§ **Problem description**:
In the data below, find each line carrying the string "Кремлёвская" and copy it out.

§ **Stored data**:
--------------------

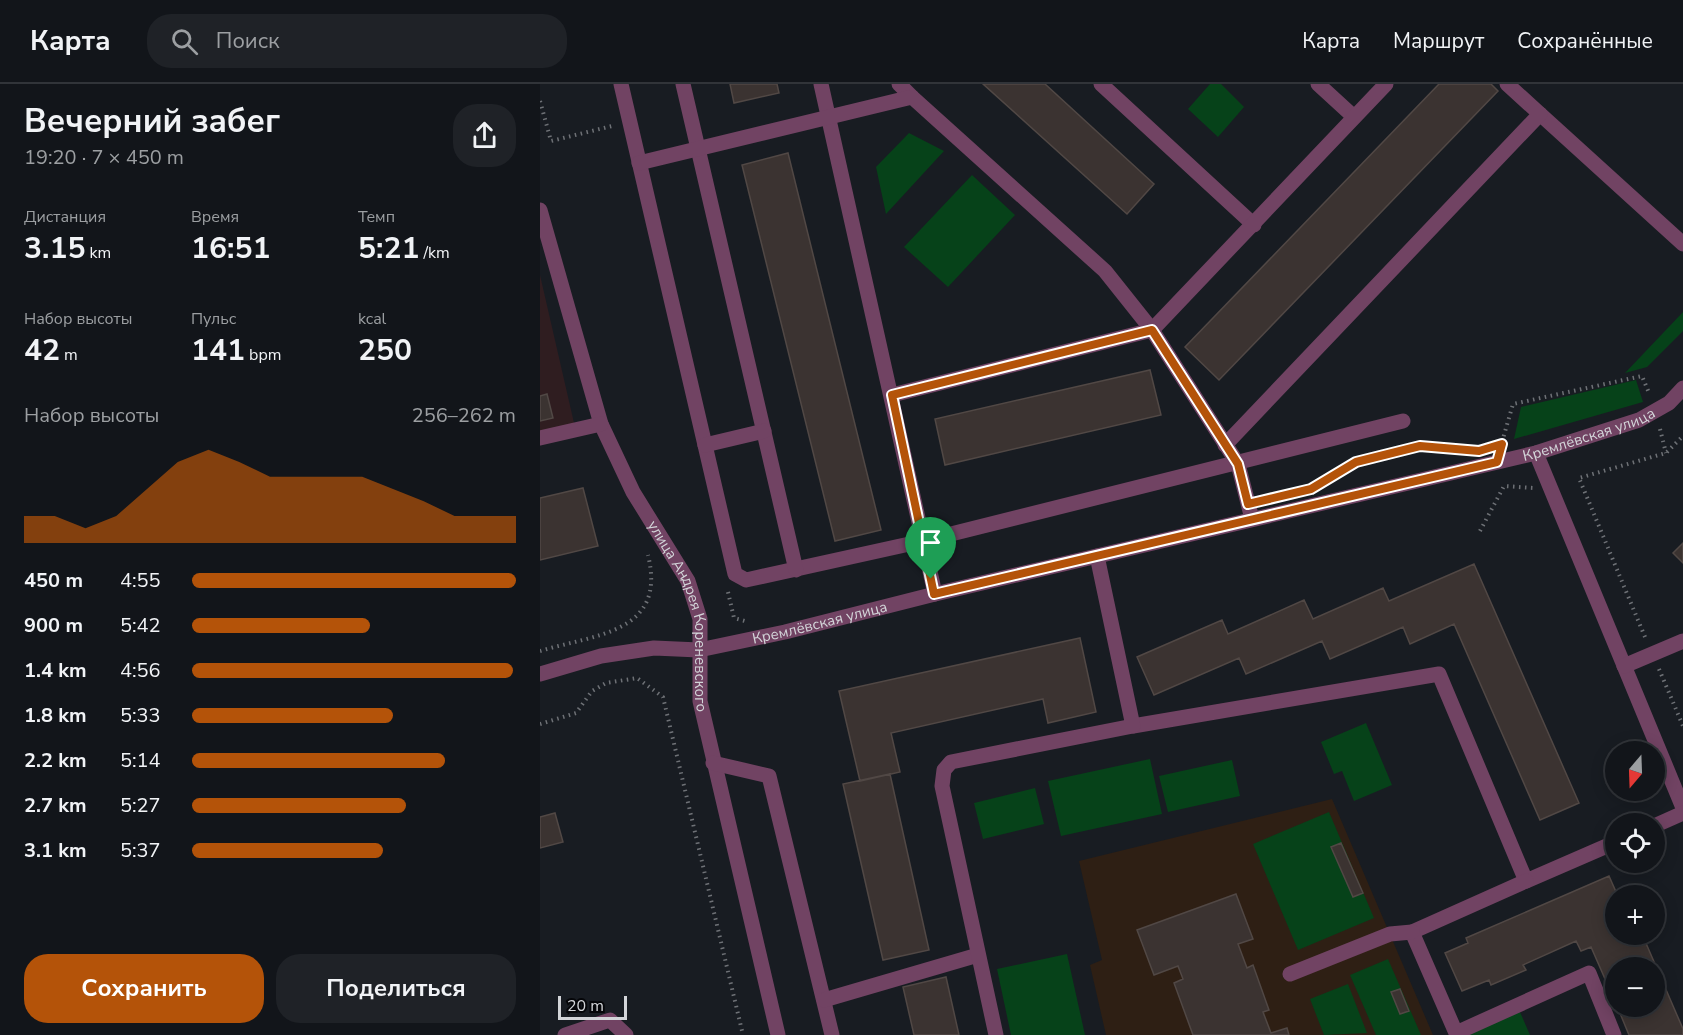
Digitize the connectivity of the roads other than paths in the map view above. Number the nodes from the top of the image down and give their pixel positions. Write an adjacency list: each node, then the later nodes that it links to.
1 (621, 84): 14 (street)
2 (684, 84): 13 (street)
3 (821, 84): 12 (street)
4 (899, 84): 9 (street)
5 (1101, 84): 16 (street)
6 (1318, 84): 11 (street)
7 (1386, 84): 11 (street)
8 (1507, 84): 10 (street)
9 (912, 97): 12 (street); 18 (street)
10 (1540, 114): 17 (street); 26 (street)
11 (1354, 117): 16 (street)
12 (829, 118): 13 (street); 20 (street)
13 (699, 149): 14 (street); 23 (street)
14 (639, 163): 25 (street)
15 (540, 210): 22 (street, улица Андрея Кореневского)
16 (1254, 225): 18 (street)
17 (1683, 244)
18 (1152, 330): 20 (street); 26 (street)
19 (1683, 388): 27 (street, Кремлёвская улица)
20 (892, 395): 30 (street)
21 (1403, 421): 28 (street)
22 (601, 424): 24 (street); 35 (street, улица Андрея Кореневского)
23 (764, 431): 25 (street); 32 (street)
24 (540, 438)
25 (705, 445): 32 (street)
26 (1225, 445): 28 (street)
27 (1536, 453): 29 (street, Кремлёвская улица); 36 (street)
28 (1238, 464): 29 (street); 30 (street)
29 (1252, 519): 31 (street, Кремлёвская улица)
30 (923, 541): 32 (street); 33 (street)
31 (1098, 556): 33 (street, Кремлёвская улица); 38 (street)
32 (796, 570)
33 (934, 594): 35 (street, Кремлёвская улица)
34 (1683, 641): 36 (street)
35 (699, 650): 37 (street, Кремлёвская улица); 39 (street, улица Андрея Кореневского)
36 (1624, 666): 40 (street)
37 (540, 674)
38 (1133, 726): 44 (street); 46 (street)
39 (712, 763): 48 (street); 51 (street, улица Андрея Кореневского)
40 (1683, 808)
41 (1683, 813): 42 (street)
42 (1665, 820)
43 (1605, 847): 44 (street)
44 (1526, 881): 45 (street)
45 (1412, 932): 47 (street); 54 (street)
46 (978, 955): 48 (street); 53 (street)
47 (1290, 974)
48 (824, 1000): 52 (street)
49 (565, 1035): 50 (street)
50 (626, 1035)
51 (778, 1035)
52 (832, 1035)
53 (996, 1035)
54 (1614, 1035)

--------------------

§ **Answer space**:
19 (1683, 388): 27 (street, Кремлёвская улица)
27 (1536, 453): 29 (street, Кремлёвская улица); 36 (street)
29 (1252, 519): 31 (street, Кремлёвская улица)
31 (1098, 556): 33 (street, Кремлёвская улица); 38 (street)
33 (934, 594): 35 (street, Кремлёвская улица)
35 (699, 650): 37 (street, Кремлёвская улица); 39 (street, улица Андрея Кореневского)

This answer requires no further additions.